La meilleure façon d'aider nos élèves semble
être de les plonger dans des situations problèmes et de s'attacher
plus aux processus de pensée qu'à la réponse du problème.
Chaque truc que nous donnons court-circuite ce processus. Nous choisissons
alors pour eux les circuits à utiliser. Ils apprennent à
additionner correctement et rapidement, mais ils n'apprennent pas quand
additionner.
En
agissant ainsi, nous croyons utiliser des stratégies d’enseignement
efficaces. Elles le sont, mais à court terme seulement. Elles permettent
à de nombreux élèves de réussir l’exercice
qui terminera la leçon et, quelques jours plus tard, elles conduisent
au succès lors d’un examen. Mais cet apprentissage est fragile et
c’est ainsi, qu’année après année, nous devons reprendre
entre soixante et quatre-vingt pour-cent de la matière vue l’année
précédente.
L’expérience
la plus décourageante qu’un enseignant peut connaître est
souvent d’enseigner aux mêmes élèves deux années
de suite.
Robert Lyons
Activités pour les 19e et 20e semaines
Vous êtes en retard ?
Si vous avez complété les activités de la 14e
semaine, continuez sans vous inquiéter en essayant de ne pas augmenter
votre retard.
Si vous n'avez pas complété les activités de
la 14e semaine, il vous faudra réduire ce retard à moins
de 4 semaines d'ici la fin du mois de mars. Vous pouvez peut-être
proposer la réalisation de plus de pages du manuel en devoir à
la maison.
Quelle que soit votre situation, vous avez avantage à consulter
les seuils d'évaluation archivés sur le site www.defimath.ca
dans le dossier 5 de la rubrique Club Défi. Ceux-ci vous permettront
de mieux savoir quand vous pouvez réduire le temps à accorder
à certaines activités.
Numération
Le bloc C aborde les décimales. Elles seront associées
au matériel de base dix, à la planche à calculer,
aux fractions ordinaires et à la numération positionnelle.
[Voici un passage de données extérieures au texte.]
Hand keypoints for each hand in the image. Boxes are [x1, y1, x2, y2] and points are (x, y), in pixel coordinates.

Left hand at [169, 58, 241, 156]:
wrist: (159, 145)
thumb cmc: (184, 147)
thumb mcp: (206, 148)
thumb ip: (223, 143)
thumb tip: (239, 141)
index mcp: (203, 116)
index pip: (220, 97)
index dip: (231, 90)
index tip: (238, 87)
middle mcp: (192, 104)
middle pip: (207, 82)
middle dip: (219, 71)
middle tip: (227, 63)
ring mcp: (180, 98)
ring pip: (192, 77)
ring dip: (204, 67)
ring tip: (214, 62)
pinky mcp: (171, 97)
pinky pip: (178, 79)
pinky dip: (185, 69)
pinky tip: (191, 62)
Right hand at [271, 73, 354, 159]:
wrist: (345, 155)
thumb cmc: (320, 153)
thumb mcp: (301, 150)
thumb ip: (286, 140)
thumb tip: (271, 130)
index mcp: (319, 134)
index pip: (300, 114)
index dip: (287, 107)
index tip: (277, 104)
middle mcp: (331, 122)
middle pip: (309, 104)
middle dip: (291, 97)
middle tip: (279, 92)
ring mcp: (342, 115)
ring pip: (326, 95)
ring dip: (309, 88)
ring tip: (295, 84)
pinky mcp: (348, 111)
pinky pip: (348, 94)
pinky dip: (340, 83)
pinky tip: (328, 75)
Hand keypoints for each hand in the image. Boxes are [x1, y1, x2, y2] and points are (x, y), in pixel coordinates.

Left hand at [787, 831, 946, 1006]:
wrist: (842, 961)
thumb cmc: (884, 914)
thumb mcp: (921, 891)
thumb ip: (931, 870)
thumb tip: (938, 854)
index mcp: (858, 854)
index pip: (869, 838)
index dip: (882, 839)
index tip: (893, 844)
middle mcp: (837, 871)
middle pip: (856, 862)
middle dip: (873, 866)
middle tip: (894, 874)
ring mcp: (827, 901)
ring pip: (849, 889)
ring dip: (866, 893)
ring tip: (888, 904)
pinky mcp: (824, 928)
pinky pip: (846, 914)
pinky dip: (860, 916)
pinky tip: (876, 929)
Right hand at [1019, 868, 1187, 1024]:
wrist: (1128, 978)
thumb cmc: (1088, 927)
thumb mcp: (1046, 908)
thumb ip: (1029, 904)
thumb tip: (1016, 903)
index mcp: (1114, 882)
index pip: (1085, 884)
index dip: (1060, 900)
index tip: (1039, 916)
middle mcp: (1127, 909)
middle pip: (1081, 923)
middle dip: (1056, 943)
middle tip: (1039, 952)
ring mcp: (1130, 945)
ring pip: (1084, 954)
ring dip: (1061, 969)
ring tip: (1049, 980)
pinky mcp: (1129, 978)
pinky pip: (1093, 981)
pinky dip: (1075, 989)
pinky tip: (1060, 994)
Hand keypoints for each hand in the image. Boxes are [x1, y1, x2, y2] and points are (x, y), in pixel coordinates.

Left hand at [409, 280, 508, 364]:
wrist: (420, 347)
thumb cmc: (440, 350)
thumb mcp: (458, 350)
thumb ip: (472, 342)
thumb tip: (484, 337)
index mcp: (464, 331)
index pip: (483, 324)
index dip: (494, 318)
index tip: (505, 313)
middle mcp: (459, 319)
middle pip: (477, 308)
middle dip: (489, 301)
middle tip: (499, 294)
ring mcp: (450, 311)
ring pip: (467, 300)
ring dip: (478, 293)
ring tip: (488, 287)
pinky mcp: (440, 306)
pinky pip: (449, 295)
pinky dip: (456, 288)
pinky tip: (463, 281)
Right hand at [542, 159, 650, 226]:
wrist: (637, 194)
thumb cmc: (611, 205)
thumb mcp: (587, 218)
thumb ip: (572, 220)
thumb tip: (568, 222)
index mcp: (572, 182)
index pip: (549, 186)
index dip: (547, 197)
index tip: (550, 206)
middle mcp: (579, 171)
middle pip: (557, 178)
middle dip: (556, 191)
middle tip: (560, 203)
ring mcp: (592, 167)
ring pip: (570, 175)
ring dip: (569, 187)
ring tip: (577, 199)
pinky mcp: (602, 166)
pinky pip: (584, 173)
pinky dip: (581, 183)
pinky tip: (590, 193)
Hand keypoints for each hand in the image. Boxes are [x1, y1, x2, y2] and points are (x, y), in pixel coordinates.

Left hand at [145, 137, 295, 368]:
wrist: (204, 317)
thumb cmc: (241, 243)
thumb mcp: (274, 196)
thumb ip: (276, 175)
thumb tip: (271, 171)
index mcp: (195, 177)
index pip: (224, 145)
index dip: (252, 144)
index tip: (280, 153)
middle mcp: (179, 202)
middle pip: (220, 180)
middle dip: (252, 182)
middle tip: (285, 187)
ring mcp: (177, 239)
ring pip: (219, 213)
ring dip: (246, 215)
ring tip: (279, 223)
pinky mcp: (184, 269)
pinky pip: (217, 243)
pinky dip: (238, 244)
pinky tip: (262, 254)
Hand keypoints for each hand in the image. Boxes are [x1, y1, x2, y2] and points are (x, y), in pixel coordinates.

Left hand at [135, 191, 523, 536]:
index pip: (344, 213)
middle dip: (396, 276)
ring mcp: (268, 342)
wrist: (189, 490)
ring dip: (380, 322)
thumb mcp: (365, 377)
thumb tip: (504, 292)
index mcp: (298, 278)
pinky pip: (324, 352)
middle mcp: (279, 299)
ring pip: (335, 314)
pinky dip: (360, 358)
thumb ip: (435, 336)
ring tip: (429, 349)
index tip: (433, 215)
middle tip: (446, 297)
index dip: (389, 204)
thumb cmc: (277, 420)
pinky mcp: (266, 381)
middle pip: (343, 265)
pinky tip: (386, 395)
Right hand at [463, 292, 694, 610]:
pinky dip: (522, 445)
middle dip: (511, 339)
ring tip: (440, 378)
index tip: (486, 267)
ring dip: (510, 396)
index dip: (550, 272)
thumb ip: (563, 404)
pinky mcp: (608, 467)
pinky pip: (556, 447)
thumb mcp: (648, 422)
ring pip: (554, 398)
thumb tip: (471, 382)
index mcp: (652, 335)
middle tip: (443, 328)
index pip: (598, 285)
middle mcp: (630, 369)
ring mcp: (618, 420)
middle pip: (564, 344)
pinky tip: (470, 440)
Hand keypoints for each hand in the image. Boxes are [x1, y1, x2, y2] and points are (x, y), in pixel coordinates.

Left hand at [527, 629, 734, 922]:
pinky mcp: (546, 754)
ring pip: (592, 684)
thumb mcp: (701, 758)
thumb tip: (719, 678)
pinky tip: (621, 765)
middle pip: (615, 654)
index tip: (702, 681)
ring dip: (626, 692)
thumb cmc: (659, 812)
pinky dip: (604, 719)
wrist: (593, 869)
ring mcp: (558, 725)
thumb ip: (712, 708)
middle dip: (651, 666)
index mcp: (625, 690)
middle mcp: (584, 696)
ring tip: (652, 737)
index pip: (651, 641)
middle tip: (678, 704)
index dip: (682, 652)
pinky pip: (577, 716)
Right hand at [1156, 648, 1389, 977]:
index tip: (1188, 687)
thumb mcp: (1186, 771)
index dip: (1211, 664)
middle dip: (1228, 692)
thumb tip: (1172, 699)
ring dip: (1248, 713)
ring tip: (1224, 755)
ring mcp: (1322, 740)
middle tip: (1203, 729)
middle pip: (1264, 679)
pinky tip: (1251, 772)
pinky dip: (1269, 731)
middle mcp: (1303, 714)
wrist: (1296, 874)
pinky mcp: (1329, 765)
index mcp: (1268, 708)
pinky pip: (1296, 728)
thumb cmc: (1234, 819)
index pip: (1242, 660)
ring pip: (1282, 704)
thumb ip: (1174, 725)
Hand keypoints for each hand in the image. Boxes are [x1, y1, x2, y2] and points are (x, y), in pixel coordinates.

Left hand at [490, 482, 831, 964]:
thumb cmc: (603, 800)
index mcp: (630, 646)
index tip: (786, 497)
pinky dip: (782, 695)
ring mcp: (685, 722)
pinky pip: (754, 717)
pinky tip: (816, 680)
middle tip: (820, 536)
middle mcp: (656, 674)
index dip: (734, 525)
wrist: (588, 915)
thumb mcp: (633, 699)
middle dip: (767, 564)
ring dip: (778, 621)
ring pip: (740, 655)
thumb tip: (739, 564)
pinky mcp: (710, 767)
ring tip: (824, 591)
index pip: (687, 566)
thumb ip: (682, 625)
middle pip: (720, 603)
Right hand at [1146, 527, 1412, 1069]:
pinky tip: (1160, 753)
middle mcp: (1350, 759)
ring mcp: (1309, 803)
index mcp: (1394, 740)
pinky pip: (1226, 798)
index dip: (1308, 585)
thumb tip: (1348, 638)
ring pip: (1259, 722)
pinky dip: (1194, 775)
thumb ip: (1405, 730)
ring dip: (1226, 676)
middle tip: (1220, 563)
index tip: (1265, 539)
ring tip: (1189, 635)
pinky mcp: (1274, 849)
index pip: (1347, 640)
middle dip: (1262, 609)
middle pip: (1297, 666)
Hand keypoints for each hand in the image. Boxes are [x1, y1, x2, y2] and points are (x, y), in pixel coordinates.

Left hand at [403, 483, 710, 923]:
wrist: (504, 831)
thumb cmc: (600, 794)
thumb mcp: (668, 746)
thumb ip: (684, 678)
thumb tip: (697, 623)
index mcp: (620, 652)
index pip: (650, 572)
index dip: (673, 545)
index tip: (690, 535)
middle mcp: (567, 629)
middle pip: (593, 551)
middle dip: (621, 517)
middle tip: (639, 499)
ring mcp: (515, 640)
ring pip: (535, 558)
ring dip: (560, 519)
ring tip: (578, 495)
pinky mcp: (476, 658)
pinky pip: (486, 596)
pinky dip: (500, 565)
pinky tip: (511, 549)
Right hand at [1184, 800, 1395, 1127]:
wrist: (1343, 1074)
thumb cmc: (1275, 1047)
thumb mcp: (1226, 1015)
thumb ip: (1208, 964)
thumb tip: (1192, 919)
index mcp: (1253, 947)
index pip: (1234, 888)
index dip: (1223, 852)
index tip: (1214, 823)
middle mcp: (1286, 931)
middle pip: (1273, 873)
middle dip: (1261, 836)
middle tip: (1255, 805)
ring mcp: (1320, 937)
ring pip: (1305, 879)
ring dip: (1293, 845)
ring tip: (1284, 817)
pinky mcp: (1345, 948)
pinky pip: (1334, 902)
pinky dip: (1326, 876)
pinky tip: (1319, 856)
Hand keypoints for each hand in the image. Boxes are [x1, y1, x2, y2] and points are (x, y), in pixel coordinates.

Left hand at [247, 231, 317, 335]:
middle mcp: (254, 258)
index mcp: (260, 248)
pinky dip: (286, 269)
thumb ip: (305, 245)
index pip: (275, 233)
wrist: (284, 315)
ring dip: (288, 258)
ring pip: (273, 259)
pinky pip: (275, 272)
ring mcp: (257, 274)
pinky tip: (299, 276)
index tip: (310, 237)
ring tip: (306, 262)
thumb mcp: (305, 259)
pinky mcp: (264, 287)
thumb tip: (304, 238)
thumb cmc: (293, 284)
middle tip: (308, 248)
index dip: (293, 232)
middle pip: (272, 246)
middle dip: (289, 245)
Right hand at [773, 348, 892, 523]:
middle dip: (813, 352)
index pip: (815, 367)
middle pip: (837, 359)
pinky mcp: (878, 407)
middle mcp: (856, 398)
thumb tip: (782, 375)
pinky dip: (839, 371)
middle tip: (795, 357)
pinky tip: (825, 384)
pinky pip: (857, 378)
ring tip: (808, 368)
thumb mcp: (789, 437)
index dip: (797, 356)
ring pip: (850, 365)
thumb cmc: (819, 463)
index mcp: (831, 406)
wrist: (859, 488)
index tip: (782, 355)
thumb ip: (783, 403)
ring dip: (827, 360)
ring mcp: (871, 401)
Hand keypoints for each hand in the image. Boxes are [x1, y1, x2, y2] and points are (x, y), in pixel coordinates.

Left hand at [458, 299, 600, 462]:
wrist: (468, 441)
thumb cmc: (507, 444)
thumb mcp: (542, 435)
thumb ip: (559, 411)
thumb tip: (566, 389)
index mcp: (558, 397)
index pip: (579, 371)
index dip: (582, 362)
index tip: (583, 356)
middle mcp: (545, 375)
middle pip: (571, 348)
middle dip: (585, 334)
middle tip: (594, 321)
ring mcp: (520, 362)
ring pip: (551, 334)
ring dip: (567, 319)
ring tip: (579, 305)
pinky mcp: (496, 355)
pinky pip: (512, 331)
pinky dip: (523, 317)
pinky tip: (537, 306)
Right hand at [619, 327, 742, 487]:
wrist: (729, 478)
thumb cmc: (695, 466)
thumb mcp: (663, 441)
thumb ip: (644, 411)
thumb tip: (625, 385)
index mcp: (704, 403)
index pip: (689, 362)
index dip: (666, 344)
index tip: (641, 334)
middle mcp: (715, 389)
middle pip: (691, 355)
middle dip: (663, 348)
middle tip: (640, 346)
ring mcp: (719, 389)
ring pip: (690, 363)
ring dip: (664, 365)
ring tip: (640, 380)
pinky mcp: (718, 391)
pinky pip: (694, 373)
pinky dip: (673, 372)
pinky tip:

Ces divers éléments sont connus des élèves.
Passer des entiers aux nombres décimaux, c’est modifier la convention
d’écriture, rien de plus. Pensez à 50 centimètres.
Dans ce cas, l’unité est le centimètre, mais si cette unité
devient le mètre, la convention d’écriture est modifiée
et 50cm deviennent 0,5m.
Bref, dans ce bloc, profitez de ce que les élèves savent
déjà et tout ira bien.
Fractions
Le problème 10 utilise l’abaque à dominance que vous avez
utilisée dans le bloc B du module Jeux de nombres. N’hésitez
pas à utiliser le matériel. Tout comme dans le module Numération,
il s’agit encore ici de modifier la convention d’écriture. L’abaque
à dominance permet de bien comprendre l’addition, la soustraction
et les transformations numériques telles le passage des unités
aux dizaines, le passage des unités aux dixièmes, le passage
des demies aux quarts, des cents aux dollars, …
Jeux de nombres
Vous terminez le bloc B avec une activité algébrique,
c’est facile et fort stimulant pour les élèves. Annoncez-leur
que ce genre de problème est présent dans les volumes de
secondaire II et regardez-les s’acharner à les résoudre.
Le bloc C associe la multiplication et la division au rectangle, c’est-à-dire
à ce qui a donné naissance à ces concepts mathématiques.
Ici encore, utilisez le matériel afin de permettre à plus
d’élèves de réussir.
Géométrie
Fin du bloc sur les coordonnées cartésiennes.
Méli-mélo
Ne négligez pas le problème 1 de D13. Ce n’est pas difficile,
mais comme peu d’activités portent sur les statistiques cette année,
il y a lieu de les réaliser avec soins.